Enthusiasm

Recreating Home Guard in Taiwan

Businessman Robert Tsao (曹興誠) recently donated NT$600 million ($19.42 million) to Kuma Academy, a grassroots organization that aims to educate and train defense volunteers civil. In light of recent geopolitical developments in East Asia, calls for action have generally been met with great enthusiasm by civilians.

Several approaches to integrating civilians into defense have emerged, ranging from teaching first aid to forming a quasi-militia within the confines of Taiwanese gun laws. However, most of these approaches have little or no official government support.

How should the government capitalize on this surge of enthusiasm?

Britain’s effective employment of civilian volunteers in the Home Guard and Air Raid Precautions (later known as the Civil Defense Service) during World War II can offer invaluable historical lessons to Taiwan regarding the challenges and the possible benefits of forming such organizations.
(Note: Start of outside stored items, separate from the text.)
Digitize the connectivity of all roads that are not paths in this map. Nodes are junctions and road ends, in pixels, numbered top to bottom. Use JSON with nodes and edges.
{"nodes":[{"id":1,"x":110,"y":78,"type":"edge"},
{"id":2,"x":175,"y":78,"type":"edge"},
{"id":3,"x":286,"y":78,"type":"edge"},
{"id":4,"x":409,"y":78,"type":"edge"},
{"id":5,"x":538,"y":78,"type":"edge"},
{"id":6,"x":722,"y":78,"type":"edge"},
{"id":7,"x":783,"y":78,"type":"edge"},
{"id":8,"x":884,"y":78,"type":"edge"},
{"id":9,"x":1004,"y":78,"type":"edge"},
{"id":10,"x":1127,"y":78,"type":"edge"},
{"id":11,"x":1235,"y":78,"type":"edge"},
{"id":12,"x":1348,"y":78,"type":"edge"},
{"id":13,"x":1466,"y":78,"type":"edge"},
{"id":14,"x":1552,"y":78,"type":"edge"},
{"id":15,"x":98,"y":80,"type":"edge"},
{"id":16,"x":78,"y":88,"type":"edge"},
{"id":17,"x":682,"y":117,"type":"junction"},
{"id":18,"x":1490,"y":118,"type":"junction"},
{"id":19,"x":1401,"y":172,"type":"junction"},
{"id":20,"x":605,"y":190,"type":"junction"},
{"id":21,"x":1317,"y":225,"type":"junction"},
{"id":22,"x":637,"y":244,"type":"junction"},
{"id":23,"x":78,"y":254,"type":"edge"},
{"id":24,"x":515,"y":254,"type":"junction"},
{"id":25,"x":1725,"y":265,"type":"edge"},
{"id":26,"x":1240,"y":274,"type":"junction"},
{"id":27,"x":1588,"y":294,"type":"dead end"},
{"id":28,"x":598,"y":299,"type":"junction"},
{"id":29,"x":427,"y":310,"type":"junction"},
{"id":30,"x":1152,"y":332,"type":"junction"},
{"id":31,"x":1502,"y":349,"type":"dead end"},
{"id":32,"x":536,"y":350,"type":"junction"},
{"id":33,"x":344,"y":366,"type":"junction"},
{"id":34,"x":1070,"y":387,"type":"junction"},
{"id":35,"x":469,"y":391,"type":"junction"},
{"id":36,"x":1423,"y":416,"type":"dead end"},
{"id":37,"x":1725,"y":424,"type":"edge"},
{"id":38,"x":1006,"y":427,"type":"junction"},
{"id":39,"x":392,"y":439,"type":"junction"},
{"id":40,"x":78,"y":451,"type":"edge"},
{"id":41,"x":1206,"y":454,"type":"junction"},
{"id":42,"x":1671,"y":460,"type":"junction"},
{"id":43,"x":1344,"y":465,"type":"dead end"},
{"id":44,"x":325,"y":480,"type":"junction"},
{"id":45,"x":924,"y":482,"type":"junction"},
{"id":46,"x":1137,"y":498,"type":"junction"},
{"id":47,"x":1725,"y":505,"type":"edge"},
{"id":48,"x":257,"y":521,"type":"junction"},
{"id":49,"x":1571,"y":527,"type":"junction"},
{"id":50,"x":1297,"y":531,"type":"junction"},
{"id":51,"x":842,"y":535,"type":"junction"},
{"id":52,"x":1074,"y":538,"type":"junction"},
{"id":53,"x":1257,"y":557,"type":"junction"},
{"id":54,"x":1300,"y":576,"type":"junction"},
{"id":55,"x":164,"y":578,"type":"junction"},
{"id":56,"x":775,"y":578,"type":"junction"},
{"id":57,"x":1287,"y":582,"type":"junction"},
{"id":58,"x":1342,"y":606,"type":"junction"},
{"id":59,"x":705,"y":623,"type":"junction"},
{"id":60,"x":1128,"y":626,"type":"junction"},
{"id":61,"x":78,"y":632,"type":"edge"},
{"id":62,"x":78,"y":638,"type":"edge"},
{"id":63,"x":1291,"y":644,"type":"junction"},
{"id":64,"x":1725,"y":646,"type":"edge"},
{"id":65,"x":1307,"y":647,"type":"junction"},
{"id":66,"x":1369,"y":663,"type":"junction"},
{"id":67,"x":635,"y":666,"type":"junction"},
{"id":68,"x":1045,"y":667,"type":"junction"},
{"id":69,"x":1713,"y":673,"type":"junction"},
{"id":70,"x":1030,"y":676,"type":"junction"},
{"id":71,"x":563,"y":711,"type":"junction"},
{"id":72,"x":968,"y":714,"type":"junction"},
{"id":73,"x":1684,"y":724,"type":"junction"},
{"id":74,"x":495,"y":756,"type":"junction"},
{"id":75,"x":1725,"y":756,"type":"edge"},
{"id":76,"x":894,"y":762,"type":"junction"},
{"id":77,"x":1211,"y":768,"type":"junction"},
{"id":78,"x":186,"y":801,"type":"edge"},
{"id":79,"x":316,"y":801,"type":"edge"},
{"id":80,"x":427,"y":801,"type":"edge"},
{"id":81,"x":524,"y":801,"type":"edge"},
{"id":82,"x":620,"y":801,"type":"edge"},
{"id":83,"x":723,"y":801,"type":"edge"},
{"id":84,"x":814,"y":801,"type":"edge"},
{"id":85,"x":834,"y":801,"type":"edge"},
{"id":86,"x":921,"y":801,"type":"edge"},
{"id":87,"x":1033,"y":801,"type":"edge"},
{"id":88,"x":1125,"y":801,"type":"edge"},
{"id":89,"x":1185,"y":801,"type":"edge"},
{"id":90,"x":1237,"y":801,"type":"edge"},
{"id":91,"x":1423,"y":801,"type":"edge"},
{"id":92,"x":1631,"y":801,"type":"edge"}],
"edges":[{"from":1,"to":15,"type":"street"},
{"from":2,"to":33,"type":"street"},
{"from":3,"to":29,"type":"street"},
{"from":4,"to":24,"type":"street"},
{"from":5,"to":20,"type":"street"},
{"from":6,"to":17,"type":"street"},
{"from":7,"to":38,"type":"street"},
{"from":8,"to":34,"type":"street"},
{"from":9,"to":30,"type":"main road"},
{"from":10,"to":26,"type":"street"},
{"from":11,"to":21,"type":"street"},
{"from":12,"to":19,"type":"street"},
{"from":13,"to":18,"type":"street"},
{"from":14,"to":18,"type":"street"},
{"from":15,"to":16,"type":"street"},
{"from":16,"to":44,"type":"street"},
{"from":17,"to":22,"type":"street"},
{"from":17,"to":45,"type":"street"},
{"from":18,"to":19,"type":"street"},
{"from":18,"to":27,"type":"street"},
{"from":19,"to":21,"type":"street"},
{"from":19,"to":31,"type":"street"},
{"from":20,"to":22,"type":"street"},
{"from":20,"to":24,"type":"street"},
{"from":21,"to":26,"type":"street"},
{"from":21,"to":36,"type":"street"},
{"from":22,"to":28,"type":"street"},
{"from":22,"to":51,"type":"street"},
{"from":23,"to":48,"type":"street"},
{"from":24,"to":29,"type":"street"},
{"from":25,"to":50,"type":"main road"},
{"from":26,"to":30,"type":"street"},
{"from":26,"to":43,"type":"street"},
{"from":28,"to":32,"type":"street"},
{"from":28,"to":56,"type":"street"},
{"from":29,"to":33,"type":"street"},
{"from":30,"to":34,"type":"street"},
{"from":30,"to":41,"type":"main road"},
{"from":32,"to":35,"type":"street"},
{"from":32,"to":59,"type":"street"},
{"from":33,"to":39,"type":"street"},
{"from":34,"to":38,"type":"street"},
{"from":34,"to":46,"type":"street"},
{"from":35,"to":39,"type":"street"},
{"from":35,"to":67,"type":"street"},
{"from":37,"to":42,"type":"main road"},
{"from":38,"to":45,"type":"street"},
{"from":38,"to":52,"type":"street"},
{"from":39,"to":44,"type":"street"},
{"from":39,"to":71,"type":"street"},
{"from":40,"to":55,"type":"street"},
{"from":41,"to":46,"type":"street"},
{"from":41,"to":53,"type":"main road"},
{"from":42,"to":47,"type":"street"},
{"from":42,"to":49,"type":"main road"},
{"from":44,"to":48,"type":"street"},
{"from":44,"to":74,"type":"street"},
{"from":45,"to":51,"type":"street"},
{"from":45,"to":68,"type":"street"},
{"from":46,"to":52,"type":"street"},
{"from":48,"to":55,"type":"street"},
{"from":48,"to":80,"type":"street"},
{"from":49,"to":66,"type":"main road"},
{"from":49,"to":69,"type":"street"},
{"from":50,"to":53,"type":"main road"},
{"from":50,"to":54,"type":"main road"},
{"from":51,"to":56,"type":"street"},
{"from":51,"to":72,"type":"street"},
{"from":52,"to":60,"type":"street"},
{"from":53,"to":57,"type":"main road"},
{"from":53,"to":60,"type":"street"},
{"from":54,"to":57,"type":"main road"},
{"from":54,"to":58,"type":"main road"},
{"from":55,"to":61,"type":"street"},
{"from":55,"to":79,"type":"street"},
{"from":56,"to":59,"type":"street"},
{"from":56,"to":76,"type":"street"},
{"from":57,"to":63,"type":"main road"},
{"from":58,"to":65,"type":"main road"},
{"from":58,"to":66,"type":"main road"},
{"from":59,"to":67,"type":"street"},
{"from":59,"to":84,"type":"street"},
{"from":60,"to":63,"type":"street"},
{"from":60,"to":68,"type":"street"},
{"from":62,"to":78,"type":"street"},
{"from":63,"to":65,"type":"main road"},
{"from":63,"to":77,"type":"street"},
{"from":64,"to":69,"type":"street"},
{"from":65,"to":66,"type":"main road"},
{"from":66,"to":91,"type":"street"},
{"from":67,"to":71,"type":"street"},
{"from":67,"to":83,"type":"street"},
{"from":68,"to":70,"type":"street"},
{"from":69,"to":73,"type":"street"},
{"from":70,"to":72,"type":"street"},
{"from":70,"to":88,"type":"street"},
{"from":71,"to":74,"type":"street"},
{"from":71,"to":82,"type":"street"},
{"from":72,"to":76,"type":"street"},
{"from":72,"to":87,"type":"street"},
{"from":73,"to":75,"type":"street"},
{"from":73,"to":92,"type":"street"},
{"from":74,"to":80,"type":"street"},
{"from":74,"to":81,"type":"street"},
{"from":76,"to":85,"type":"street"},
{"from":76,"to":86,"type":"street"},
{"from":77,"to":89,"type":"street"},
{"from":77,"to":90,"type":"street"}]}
The arguments in this article are based on research provided in historian Stephen Cullen’s book In Search of the Real Dad’s Army: The Home Guard and the Defense of the United Kingdom, 1940–1944.

The surprisingly rapid pace of the Wehrmacht’s advance into France, Belgium and the Netherlands provided the backdrop for the formation of the Home Guard. British military planners feared that German paratroopers, which had proven themselves as a powerful fighting force on the European continent, could potentially overrun the defenses of an already weakened British army.

On May 14, 1940, British Secretary of State for War Anthony Eden announced the formation of the Local Defense Volunteers, later known as the Home Guard; 250,000 men signed up within 24 hours of Eden’s announcement.

Initially, the ad hoc nature of such an organization meant that early volunteer units were ill-equipped and poorly trained. Moreover, the roles these volunteers would play in a possible invasion were not immediately obvious to military planners. There was an overlap with the roles already filled by the police, who were employed to protect vulnerable points against sabotage.

Nevertheless, military planners eventually decided that volunteers would observe and report possible enemy movements, guard locations of tactical or industrial importance, stand at anti-aircraft posts, and offer resistance to slow enemy advances. Moreover, at the beginning of the German bombing campaign – the Blitz – on Great Britain, the volunteers also participated in the capture of downed German airmen. The army also created special auxiliary units that could operate independently to target enemy logistics in rear occupied areas should an invasion take place.

The paranoia of the enemy fifth columns operating in Britain, combined with the lack of proper training and discipline, resulted in friendly fire being initiated by these armed volunteers. Such incidents demonstrate the importance of proper training, including identification of friend or foe, before deploying armed civilian volunteers.

Nevertheless, the deployment of Home Guard units freed up military service members for deployment in other offensive campaigns, such as North Africa. From 1941, the Home Guard’s one million members gradually took over the defense of Britain, also benefiting from better equipment and training.

Another challenge was the legality of such a civilian force during the war. German authorities threatened to treat captured Home Guard members as if they were francs-tireurs – irregular military formations deployed by France. The War Cabinet decided that those not involved in the Army or the Home Guard would not be allowed to use lethal weapons. The government had to distinguish between regular civilians and members of the Home Guard.

In 1942 the War Cabinet explicitly encouraged co-operation between the Home Guard and Air Raid Precautions. Eventually, many members of the Home Guard also served in civil defense duties. This cooperation was essential to limit civilian and infrastructure damage inflicted by German bombers.

Britain didn’t have much time to organize the Home Guard before the Blitz. Taiwan, on the other hand, still has precious time to organize and train civilian volunteers. If efforts begin only when conflict begins, there are likely to be significant obstacles to organizing and delivering arms and supplies to volunteers. After training, a “Taiwanese home guard” would also need a long time to mature with training.

More importantly, a potential Taiwanese National Guard should be institutionalized and legitimized to provide volunteers with the rights of legitimate combatants during a conflict.

This process would include the provision of standardized uniforms to volunteers.

Maintaining a large standing army is an expensive business. In the long term, the costs of a large standing army will outweigh the benefits of short term defense. Establishing a Taiwan National Guard will incur only a small fraction of the personnel costs compared to maintaining a large standing army while providing sufficient asymmetric warfare capabilities.

If well organized, home guard units can boost national morale and the will to resist occupation. In the short term, it might be difficult to muster enough political will for such a drastic structural change, so the government should start small by first incorporating trained civilian volunteers from Kuma Academy and other civilian groups into Taiwan’s official civil defense apparatus.

Linus Chiou studies physics and history at the University of Virginia.